61 See Zeni (tr.), Ibn Qayyim al-Jawziyya on Divine Wisdom and the Problem of Evil, pp. 19-24, 186, 201, and 205.
As Salam u alaykum brother Bassam, I hope you are doing well. I was hoping for your insight if you know anything regarding Tabari’s belief on this idea of Kasb,
Here is a quote that is often attached to him,
“ولكن القرآن نزل بلسان العرب على ما قد قدمنا البيان عنه في أول الكتاب. ومن شأن العرب إضافة الفعل إلى من وُجد منه ، وإن كان مسببه غير الذي وجد منه أحياناً، وأحياناً إلى مسببه، وإن كان الذي وجد منه الفعل غيره. فكيف بالفعل الذي يكتسبه العبد كسباً ويوجده الله جل ثناؤه عيناً مُنشأة ؟ بل ذلك أحرى أن يضاف إلى مكتسبه كسباً له بالقوة منه عليه والاختيار منه
له، وإلى الله جل ثناؤه بإيجاد عينه وإنشائها تدبيراً ."

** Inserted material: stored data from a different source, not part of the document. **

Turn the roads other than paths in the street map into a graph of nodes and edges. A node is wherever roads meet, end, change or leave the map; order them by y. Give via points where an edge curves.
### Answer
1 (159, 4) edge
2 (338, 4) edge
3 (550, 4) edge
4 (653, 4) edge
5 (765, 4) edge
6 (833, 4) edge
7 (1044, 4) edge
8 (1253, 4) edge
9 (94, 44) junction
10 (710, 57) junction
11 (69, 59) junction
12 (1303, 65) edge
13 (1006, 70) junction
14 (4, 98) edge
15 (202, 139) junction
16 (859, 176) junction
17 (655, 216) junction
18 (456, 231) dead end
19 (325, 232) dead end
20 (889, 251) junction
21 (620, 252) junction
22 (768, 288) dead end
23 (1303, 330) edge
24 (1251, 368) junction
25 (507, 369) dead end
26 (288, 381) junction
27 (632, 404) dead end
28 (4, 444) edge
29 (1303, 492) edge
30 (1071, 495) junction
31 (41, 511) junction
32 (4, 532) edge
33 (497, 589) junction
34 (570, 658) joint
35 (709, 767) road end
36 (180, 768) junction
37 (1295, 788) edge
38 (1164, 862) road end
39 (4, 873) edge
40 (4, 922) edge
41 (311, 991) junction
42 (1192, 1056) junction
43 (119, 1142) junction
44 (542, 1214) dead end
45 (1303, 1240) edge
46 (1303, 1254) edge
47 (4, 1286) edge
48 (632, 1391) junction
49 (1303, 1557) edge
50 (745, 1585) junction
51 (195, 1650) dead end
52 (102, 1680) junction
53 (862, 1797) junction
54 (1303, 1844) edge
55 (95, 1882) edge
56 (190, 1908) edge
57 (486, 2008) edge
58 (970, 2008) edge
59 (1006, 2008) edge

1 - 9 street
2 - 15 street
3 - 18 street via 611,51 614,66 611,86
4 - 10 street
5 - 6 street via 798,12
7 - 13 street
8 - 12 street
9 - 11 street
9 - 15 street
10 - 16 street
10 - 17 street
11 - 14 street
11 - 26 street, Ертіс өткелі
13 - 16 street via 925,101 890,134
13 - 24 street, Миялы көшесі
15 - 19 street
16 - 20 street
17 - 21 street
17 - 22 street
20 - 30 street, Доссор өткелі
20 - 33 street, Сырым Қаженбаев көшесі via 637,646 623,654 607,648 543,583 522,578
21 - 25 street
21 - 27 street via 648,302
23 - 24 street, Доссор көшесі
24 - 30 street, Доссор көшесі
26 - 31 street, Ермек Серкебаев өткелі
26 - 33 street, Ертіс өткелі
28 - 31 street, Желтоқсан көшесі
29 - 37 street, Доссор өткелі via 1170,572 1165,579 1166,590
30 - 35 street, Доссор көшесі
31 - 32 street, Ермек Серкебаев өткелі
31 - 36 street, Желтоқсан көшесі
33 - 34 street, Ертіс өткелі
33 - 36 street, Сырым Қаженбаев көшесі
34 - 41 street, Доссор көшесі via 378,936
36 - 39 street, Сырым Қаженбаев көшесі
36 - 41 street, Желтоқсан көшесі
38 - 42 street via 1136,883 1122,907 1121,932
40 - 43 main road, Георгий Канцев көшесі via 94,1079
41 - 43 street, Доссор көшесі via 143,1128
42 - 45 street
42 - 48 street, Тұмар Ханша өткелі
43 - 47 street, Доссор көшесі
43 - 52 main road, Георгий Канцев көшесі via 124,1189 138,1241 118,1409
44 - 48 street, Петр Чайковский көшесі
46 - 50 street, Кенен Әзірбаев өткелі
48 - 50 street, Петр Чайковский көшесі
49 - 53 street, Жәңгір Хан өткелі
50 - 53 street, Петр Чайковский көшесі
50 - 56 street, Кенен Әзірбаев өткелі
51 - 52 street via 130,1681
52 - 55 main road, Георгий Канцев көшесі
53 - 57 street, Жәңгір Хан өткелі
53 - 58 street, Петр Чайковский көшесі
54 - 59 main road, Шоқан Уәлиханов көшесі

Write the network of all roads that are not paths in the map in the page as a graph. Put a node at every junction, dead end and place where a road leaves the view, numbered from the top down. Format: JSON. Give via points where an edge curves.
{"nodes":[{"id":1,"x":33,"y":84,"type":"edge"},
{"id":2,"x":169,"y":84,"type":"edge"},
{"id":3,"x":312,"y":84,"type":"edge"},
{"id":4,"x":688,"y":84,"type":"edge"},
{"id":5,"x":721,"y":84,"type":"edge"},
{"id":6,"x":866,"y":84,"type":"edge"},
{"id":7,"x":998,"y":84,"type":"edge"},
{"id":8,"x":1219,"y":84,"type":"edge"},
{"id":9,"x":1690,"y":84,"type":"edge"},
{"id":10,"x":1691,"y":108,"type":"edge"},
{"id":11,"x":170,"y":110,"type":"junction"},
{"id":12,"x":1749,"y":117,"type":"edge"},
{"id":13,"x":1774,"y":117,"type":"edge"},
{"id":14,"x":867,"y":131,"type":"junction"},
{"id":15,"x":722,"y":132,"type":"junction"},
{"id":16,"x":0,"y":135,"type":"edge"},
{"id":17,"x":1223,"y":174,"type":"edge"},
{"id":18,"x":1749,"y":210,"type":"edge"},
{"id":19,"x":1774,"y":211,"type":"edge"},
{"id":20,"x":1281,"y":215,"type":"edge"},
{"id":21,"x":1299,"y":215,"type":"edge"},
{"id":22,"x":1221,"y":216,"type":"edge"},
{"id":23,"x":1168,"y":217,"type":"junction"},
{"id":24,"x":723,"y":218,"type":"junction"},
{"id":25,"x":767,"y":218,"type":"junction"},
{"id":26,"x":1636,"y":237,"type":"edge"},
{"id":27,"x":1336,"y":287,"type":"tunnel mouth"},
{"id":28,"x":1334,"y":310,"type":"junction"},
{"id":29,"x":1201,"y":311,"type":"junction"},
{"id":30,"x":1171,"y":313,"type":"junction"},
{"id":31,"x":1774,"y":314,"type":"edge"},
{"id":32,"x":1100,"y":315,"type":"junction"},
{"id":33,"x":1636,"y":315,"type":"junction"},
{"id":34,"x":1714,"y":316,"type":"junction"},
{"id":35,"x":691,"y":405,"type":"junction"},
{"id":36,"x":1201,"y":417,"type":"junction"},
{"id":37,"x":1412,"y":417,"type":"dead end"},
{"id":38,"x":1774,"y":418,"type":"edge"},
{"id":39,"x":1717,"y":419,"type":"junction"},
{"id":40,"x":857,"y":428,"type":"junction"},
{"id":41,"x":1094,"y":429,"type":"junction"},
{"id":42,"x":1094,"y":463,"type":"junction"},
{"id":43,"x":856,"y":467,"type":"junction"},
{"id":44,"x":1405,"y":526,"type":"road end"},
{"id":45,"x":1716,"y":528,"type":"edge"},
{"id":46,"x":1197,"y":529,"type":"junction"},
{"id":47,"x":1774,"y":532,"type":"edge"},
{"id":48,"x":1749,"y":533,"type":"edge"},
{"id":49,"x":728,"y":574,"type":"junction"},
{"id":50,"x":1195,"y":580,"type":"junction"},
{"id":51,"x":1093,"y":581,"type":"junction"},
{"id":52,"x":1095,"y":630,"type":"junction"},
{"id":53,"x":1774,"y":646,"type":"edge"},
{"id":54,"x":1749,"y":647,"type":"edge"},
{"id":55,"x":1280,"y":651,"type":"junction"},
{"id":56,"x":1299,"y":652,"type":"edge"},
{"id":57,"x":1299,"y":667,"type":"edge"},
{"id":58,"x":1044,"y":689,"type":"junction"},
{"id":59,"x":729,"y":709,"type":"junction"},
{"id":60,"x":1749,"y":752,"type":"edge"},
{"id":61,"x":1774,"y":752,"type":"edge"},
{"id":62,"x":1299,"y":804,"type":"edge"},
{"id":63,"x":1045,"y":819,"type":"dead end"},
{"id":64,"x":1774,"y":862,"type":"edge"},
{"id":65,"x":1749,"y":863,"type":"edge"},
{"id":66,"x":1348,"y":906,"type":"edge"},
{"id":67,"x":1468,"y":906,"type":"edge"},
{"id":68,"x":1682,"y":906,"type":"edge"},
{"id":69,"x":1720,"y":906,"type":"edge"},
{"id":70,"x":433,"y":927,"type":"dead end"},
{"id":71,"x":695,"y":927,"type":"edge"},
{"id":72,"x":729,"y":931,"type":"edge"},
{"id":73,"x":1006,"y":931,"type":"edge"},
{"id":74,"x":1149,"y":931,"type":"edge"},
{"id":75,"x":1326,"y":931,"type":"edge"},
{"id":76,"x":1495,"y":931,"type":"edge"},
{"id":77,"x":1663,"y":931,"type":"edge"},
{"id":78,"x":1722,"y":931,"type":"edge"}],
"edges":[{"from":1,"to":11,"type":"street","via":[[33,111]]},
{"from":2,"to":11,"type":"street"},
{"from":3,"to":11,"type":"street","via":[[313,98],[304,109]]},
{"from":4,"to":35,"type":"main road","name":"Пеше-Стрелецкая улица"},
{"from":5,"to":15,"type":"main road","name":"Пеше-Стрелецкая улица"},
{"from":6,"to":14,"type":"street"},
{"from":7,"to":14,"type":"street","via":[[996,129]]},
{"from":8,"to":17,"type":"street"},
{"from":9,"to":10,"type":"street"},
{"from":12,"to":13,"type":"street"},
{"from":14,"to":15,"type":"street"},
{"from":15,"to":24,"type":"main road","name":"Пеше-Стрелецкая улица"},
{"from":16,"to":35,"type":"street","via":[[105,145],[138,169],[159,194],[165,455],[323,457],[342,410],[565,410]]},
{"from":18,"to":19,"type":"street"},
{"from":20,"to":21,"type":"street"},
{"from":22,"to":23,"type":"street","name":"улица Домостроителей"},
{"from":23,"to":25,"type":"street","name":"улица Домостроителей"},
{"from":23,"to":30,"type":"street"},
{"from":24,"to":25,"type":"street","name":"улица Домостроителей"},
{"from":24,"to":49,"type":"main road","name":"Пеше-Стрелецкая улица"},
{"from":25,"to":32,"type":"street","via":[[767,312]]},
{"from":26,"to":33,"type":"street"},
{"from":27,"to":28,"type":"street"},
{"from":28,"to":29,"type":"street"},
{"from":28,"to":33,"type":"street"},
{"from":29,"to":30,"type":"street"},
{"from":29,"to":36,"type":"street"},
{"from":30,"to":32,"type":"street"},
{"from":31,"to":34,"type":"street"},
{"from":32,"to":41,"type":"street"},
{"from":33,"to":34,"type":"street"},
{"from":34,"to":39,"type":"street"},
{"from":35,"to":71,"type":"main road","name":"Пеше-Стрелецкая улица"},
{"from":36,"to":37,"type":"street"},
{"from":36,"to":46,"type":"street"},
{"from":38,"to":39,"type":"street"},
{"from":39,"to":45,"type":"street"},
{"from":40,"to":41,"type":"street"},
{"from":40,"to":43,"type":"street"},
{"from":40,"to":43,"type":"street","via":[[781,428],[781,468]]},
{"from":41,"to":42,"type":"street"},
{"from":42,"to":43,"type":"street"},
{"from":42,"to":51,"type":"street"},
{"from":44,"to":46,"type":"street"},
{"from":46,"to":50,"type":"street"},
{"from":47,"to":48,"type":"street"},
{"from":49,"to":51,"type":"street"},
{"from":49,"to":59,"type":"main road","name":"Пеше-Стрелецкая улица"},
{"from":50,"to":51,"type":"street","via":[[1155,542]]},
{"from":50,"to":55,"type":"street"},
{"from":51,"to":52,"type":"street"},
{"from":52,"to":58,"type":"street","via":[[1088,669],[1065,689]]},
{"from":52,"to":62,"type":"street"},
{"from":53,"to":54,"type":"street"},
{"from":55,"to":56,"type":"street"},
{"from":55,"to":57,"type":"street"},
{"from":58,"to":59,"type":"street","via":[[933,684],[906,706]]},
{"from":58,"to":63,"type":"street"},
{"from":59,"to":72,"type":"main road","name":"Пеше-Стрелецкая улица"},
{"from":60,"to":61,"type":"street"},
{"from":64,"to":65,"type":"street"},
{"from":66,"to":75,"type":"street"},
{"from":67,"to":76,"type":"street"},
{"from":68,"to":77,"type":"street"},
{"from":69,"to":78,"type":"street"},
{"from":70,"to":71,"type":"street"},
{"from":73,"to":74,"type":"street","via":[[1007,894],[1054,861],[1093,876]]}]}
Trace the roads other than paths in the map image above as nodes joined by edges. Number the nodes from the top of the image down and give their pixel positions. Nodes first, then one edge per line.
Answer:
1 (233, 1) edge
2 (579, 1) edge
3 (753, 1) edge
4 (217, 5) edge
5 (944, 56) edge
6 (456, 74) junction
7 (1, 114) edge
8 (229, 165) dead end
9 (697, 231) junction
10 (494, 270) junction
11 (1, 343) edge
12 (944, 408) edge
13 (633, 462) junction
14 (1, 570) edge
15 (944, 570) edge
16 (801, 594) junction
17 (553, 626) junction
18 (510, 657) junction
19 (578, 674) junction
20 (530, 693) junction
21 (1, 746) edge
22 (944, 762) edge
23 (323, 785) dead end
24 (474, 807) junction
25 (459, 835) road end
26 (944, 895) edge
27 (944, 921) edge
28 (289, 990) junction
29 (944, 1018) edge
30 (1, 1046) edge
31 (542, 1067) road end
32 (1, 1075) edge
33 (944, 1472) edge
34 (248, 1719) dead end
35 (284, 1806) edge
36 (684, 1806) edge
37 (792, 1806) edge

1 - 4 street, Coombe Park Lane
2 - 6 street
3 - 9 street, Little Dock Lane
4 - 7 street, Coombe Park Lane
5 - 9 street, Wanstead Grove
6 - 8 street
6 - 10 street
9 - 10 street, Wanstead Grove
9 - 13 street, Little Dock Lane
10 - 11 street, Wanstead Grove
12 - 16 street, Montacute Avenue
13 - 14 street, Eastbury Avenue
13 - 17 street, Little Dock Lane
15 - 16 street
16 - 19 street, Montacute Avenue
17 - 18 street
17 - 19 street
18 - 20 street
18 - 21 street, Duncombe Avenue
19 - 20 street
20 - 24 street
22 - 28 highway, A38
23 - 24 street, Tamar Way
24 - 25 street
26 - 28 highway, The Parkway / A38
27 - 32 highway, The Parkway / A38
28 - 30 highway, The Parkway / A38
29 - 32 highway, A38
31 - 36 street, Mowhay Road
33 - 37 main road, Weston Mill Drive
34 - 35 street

Also if you could can you link me a read related to Kasb, istighatha (as the theory of Kasb is often used as a “copout” when individuals say that Allah gives the Awliyah the ability to say Kun or whatever they desire under the limits of Allah.
Barak’Allah feek for your time and I genuinely appreciate you brother Bassam. Salami u alaykum and apologies if my question is too long.